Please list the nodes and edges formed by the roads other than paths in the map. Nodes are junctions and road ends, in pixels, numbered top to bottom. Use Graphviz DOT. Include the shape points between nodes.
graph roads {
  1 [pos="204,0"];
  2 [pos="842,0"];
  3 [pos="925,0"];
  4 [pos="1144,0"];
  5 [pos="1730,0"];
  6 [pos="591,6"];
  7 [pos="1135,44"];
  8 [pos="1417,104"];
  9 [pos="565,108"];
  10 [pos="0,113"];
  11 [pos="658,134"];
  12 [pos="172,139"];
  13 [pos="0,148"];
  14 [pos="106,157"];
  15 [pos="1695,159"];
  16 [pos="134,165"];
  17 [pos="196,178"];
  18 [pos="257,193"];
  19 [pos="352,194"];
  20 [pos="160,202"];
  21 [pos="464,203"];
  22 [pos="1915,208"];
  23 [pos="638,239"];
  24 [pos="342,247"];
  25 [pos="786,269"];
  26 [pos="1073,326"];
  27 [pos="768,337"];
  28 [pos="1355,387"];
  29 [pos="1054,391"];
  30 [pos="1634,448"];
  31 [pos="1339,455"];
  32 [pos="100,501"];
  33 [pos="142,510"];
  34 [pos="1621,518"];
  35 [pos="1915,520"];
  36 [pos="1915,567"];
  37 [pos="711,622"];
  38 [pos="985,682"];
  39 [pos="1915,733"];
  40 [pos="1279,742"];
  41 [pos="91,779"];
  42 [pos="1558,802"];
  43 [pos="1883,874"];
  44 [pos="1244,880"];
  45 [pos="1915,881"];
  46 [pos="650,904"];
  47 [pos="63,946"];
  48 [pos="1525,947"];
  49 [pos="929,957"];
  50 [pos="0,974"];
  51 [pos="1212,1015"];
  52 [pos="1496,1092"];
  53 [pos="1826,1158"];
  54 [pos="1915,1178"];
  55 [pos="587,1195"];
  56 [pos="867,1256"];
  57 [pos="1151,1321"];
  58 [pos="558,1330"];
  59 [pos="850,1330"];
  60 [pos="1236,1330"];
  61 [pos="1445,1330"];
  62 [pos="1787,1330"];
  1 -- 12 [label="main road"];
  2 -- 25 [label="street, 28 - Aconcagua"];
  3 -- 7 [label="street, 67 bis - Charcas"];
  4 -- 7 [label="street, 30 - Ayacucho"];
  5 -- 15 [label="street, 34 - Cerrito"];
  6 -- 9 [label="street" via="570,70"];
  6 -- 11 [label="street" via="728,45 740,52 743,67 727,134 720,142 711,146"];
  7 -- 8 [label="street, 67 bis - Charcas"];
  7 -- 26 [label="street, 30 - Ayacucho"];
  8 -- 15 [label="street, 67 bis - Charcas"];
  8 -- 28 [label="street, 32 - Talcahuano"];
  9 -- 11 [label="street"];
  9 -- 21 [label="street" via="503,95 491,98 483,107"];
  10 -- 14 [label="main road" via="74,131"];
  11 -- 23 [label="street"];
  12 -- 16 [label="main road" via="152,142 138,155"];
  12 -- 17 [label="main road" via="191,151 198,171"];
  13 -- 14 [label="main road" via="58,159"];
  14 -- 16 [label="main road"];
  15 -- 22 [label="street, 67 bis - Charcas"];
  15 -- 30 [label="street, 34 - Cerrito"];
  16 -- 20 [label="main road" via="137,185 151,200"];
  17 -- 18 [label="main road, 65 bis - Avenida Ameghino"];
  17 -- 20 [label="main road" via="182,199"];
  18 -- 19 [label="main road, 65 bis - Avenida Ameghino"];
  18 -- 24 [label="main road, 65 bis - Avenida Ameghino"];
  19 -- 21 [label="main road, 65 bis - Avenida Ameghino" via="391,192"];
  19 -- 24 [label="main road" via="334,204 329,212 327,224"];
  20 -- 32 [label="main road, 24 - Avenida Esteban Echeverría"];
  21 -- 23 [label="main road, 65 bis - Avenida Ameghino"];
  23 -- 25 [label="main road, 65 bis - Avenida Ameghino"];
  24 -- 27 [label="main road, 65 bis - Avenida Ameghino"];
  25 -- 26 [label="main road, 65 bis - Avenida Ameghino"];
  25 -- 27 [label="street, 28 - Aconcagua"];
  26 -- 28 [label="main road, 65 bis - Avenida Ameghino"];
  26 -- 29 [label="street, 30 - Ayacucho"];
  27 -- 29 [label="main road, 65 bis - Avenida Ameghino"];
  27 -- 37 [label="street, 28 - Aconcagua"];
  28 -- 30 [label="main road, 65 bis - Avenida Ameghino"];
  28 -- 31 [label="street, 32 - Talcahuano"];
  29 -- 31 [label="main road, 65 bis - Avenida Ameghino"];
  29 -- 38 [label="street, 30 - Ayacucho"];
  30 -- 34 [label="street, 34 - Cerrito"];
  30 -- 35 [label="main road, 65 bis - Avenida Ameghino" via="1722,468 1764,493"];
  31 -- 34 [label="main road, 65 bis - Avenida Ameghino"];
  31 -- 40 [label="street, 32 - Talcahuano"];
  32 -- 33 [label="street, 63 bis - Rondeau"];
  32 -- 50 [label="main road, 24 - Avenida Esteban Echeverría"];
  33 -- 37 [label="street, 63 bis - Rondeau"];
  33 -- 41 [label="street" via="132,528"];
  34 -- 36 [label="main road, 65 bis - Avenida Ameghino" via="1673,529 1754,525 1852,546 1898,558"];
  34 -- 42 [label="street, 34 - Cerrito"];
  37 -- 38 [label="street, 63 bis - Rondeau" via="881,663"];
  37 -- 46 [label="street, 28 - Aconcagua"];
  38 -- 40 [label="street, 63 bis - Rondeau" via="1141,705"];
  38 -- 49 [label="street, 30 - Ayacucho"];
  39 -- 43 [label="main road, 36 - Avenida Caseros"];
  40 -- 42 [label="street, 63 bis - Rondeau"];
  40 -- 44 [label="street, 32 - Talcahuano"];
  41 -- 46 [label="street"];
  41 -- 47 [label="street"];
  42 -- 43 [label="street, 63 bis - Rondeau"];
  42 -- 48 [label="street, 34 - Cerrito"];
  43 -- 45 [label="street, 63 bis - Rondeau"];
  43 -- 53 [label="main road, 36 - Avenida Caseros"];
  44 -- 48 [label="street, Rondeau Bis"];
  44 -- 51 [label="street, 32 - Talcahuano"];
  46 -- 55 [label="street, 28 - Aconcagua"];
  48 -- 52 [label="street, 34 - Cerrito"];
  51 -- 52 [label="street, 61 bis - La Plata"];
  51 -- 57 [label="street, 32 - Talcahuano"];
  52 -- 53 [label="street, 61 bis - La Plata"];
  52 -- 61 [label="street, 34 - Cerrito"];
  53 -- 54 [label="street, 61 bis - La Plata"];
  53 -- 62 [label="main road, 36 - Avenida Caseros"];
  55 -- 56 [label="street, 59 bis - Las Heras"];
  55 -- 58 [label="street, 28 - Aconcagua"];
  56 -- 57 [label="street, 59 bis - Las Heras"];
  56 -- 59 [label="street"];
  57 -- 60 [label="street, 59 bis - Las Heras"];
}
-------
List every line above that contains the word "roads".

Solution below:
Please list the nodes and edges formed by the roads other than paths in the map. Nodes are junctions and road ends, in pixels, numbered top to bottom. Use Graphviz DOT. Include the shape points between nodes.
graph roads {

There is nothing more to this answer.